WODKA project

Nowadays, we are confronted with an explosion of generation and storage of vast quantities of digital information and the collective store of digital data is expanding at an estimate rate of 30% per year. As a result, data collections have grown to size up to multiple terabytes and soon will reach petabytes. These enormous repositories of digital information require ability to analyze and to understand in a reasonable time large-scale data in order to extract useful knowledge. Many Data mining algorithms have been proposed for the extraction of knowledge in data set of medium sizes: Association Rules search- ing, Classification, Clustering, Segmentation. The present challenge is issued from the connexion between Data Grids and Computational Grids, i.e. the meeting of both computing-intensive and data-intensive applications, the con- junction of large scale and of complexity.

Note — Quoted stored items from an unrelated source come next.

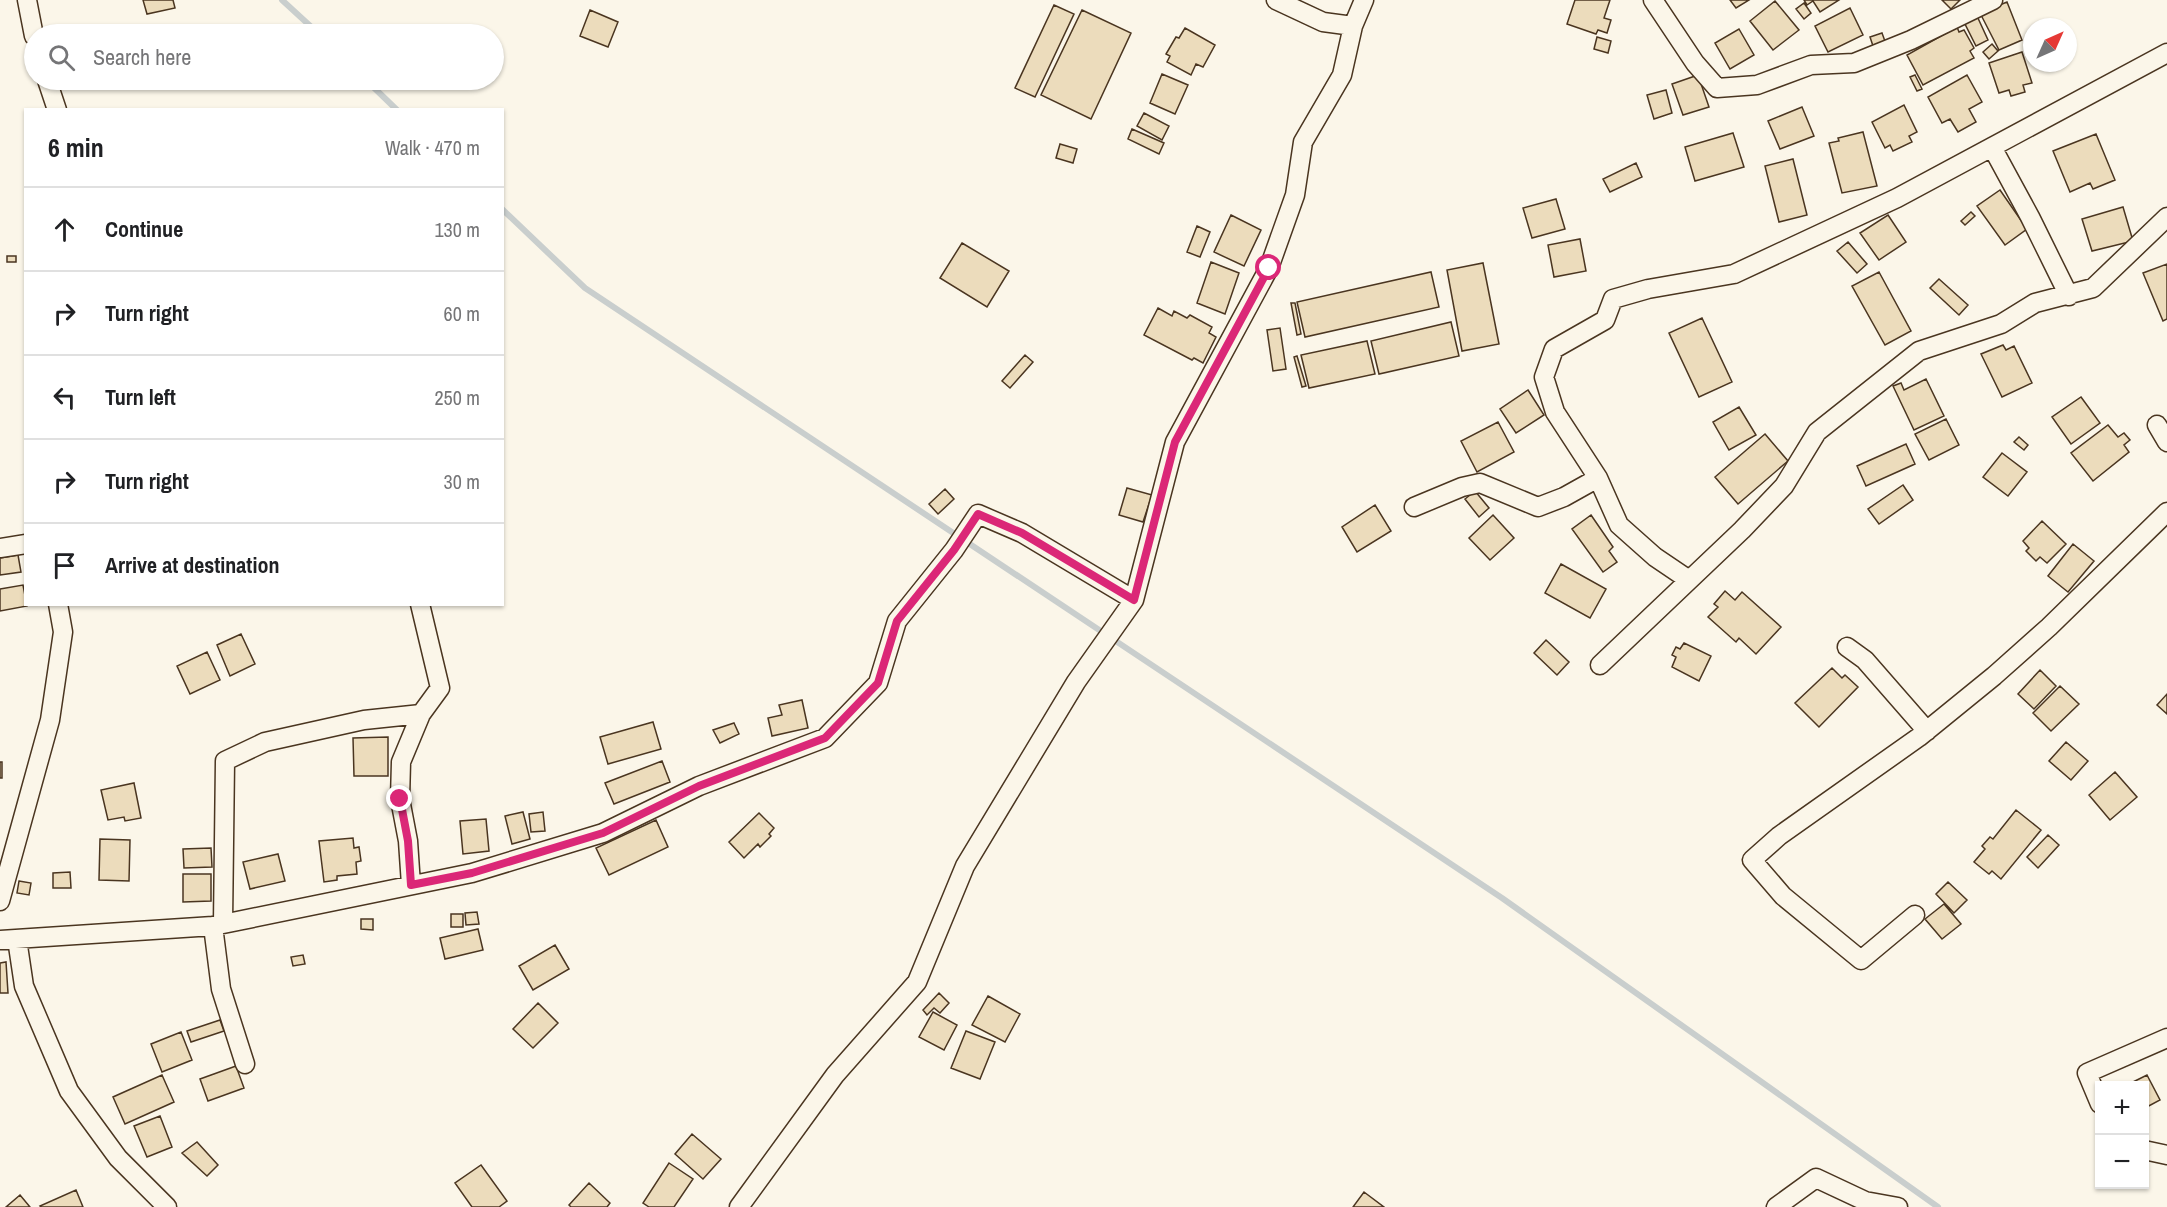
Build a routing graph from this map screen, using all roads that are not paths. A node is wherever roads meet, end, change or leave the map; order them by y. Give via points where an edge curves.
1 (27, 0) edge
2 (1276, 0) edge
3 (1364, 0) edge
4 (1653, 0) edge
5 (1993, 0) edge
6 (32, 24) edge
7 (1353, 26) junction
8 (2167, 53) edge
9 (50, 90) edge
10 (56, 108) edge
11 (1992, 147) junction
12 (2167, 217) edge
13 (2069, 296) junction
14 (2157, 425) dead end
15 (2167, 442) edge
16 (1598, 478) junction
17 (1414, 507) dead end
18 (2167, 513) edge
19 (24, 544) edge
20 (0, 548) edge
21 (1689, 580) junction
22 (1134, 600) junction
23 (58, 606) edge
24 (420, 606) edge
25 (1846, 647) dead end
26 (1600, 665) dead end
27 (421, 714) junction
28 (1927, 731) junction
29 (411, 885) junction
30 (0, 901) edge
31 (1915, 915) dead end
32 (218, 924) junction
33 (8, 940) edge
34 (2167, 1038) edge
35 (245, 1064) dead end
36 (2095, 1092) edge
37 (2149, 1151) edge
38 (2167, 1155) edge
39 (167, 1207) edge
40 (739, 1207) edge
41 (1776, 1207) edge
42 (1898, 1207) edge

1 - 6 street
2 - 7 street via 1323,22
3 - 7 street
4 - 5 street via 1695,63 1717,88 1757,85 1811,65 1854,63
7 - 22 street via 1342,75 1303,142 1295,195 1269,268 1175,442
8 - 11 street
9 - 10 street
11 - 13 street
11 - 16 street via 1897,198 1734,274 1613,299 1605,320 1554,349 1544,377 1555,412
12 - 13 street via 2093,288
13 - 21 street via 2035,303 2001,324 1919,351 1817,432 1784,486
14 - 15 street
16 - 17 street via 1538,507 1480,483
16 - 21 street via 1619,525
18 - 28 street via 2049,627
19 - 20 street
21 - 26 street
22 - 29 street via 1022,533 978,514 897,621 878,683 825,738 699,786 603,833 472,873
22 - 40 street via 1076,682 964,866 917,982 835,1076
23 - 30 street via 63,632 50,720
24 - 27 street via 440,688
25 - 28 street via 1864,660
27 - 29 street via 401,762 400,799
27 - 32 street via 364,720 266,742 225,761
28 - 31 street via 1779,836 1752,860 1784,896 1861,960
29 - 32 street
32 - 33 street
32 - 35 street via 221,989
33 - 39 street via 69,1091 118,1158
34 - 36 street via 2087,1073
37 - 38 street
41 - 42 street via 1816,1178 1864,1202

With the WODKA (Webservices oriented Datamining in Knowledge Architecture) infrastructure we provide components and services enabling a platform-independent access, sharing and application of potentially distributed complex data mining workflows and resources, including database and information systems and hardware resources. It supports resource discovery and will supply context-aware recommendations for the dynamic composition of data mining operations and workflows. The underlying agent-based layer of the SOAJA infrastructure provides means to orchestrate very large, heterogeneous and dynamic hardware and software resources across multiple platforms.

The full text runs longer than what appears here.